Study material |
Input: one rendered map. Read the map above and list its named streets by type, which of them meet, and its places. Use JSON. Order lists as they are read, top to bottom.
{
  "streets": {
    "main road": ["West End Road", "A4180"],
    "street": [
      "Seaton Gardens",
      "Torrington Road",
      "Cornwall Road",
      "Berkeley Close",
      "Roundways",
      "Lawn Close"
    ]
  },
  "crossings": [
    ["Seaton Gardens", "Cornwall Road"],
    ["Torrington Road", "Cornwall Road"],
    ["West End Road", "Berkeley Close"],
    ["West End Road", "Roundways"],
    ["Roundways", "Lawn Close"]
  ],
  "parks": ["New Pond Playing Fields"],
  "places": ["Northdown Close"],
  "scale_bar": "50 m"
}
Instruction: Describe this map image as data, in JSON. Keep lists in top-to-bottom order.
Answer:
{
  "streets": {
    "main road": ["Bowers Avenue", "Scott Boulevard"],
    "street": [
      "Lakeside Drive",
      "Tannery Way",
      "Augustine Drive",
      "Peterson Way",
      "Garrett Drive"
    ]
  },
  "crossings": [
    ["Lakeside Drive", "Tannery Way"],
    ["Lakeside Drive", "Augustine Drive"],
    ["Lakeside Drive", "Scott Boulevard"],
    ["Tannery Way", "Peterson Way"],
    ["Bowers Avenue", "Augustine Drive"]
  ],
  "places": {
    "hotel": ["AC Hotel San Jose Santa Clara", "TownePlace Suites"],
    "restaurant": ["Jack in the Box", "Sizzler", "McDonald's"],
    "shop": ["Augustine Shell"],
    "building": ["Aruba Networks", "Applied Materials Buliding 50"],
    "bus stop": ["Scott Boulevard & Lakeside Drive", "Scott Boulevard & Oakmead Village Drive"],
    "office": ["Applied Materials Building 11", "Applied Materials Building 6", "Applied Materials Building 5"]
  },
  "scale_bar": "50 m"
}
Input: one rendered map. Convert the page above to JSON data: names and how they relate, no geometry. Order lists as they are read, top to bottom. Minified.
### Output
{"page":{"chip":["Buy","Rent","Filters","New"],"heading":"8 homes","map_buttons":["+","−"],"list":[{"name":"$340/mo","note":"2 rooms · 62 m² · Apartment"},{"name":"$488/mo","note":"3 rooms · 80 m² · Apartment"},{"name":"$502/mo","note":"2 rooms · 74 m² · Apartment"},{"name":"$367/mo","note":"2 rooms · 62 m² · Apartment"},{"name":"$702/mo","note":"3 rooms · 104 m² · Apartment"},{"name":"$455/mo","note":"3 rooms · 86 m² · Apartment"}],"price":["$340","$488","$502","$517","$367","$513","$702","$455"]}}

What to do |
Copy all lines from the listing that contain "data".

Written response |
Instruction: Describe this map image as data, in JSON. Keep lists in top-to-bottom order.
Input: one rendered map. Convert the page above to JSON data: names and how they relate, no geometry. Order lists as they are read, top to bottom. Minified.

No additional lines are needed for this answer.